Liveright achieved success in theatre. His production of Dracula debuted on 5 October 1927, three years after the first authorized adaptation by Hamilton Deane. Liveright had employed John L. Balderston to revise the script for an American audience. He brought in Béla Lugosi to play Dracula (his first major English-speaking role). Edward Van Sloan played Van Helsing. The actors reprised these roles in Tod Browning's 1931 film by the same name. Despite an income of over $2 million from the play, Liveright failed to fulfill his business responsibilities, never paying $678.01 in royalties to Florence Balcombe, the widow of the original author Bram Stoker.

== Personal life ==
The Liverights had two children, Herman and Lucy. Lucille divorced Liveright on grounds of misconduct in 1928, alleging "misconduct with an actress in an inn near Croton-on-Hudson."

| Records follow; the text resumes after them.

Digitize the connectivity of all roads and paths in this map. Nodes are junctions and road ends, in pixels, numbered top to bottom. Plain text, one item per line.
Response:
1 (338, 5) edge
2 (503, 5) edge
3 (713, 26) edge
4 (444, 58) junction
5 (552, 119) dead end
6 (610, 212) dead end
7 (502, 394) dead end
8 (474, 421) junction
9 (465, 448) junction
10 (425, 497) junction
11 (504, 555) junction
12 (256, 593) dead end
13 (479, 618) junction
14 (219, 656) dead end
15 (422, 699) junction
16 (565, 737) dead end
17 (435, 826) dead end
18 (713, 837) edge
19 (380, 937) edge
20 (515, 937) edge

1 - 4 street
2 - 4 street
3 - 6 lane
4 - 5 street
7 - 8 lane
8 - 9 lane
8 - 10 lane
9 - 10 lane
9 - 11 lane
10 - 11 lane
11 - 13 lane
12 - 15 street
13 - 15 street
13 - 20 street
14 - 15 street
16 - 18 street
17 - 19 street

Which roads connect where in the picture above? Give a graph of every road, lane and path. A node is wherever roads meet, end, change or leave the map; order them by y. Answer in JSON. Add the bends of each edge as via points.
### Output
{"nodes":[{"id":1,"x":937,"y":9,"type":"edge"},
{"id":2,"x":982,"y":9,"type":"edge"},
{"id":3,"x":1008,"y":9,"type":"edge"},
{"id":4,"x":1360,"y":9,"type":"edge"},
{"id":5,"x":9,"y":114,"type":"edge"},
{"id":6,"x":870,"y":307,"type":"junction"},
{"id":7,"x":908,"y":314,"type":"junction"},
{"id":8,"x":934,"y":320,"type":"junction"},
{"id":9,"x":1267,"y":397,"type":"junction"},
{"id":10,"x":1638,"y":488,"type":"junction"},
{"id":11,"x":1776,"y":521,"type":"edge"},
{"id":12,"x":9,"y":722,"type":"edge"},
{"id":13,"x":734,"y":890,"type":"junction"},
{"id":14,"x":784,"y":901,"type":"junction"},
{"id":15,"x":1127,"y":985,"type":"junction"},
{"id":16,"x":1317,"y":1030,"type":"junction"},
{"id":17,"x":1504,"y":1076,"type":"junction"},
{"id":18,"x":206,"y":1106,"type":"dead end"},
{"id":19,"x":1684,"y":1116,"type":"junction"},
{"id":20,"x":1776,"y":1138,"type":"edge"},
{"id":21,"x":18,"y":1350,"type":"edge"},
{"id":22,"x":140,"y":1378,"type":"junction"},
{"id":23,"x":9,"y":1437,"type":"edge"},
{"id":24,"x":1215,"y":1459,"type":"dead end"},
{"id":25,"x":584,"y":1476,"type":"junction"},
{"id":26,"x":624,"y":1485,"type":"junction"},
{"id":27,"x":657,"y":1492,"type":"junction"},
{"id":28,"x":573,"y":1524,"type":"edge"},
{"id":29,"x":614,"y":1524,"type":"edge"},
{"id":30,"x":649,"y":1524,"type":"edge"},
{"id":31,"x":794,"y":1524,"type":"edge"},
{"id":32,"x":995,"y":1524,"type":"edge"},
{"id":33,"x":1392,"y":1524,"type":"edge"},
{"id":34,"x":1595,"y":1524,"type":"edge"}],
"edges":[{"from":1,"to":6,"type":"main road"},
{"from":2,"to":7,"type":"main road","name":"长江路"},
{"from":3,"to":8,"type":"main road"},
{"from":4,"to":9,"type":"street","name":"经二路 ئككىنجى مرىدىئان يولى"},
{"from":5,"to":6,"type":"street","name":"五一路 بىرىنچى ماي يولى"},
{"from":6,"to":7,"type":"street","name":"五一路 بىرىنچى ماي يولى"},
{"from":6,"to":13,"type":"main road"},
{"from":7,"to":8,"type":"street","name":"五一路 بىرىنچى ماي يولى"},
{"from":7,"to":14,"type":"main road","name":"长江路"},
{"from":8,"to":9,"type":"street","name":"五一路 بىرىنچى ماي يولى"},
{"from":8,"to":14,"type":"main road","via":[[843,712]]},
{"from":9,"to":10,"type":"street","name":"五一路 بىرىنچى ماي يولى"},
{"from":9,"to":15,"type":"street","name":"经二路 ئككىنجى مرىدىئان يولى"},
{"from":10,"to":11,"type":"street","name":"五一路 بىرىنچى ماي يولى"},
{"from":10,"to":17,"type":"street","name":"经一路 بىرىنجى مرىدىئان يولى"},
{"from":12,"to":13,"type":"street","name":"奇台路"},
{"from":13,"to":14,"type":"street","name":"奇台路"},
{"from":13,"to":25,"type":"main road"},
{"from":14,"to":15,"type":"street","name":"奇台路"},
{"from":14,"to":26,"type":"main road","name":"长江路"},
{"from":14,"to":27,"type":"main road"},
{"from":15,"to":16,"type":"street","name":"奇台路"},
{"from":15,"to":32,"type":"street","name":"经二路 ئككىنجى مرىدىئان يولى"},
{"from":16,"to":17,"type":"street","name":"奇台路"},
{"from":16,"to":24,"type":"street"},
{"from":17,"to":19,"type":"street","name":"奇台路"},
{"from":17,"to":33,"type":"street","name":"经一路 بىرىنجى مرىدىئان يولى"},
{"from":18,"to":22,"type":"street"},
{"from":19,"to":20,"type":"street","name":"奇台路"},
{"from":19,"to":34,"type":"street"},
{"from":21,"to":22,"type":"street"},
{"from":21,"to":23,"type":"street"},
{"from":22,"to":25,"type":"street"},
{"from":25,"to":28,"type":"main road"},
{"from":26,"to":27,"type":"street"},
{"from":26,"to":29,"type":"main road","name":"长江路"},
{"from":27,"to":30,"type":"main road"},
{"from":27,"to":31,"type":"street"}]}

In December 1931 he married the actress Elise Bartlett, who had appeared in Show Boat and had divorced actor Joseph Schildkraut in 1930. She filed for divorce four months later.

Liveright died of pneumonia on September 24, 1933, aged forty-nine. Years of alcoholism and his business failures likely contributed to his death. Bennett Cerf also explains that his hand was bitten badly by a woman he'd been arguing with, necessitating a long, grueling hospital stay shortly before his death. (Source: https://www.youtube.com/watch?v=DPY9Te8f62c&t=1940s) Six people were said to have attended his funeral.

==Portrayal and biography==
- Ben Hecht wrote and directed the film The Scoundrel (1935), inspired by Liveright and his friend Tommy Smith. An Academy Award winner, it marked the on-screen debut for Noël Coward, who played the central character.
- Tom Dardis wrote a biography of Liveright, called Firebrand: The Life of Horace Liveright (1995) (ISBN 0679406751).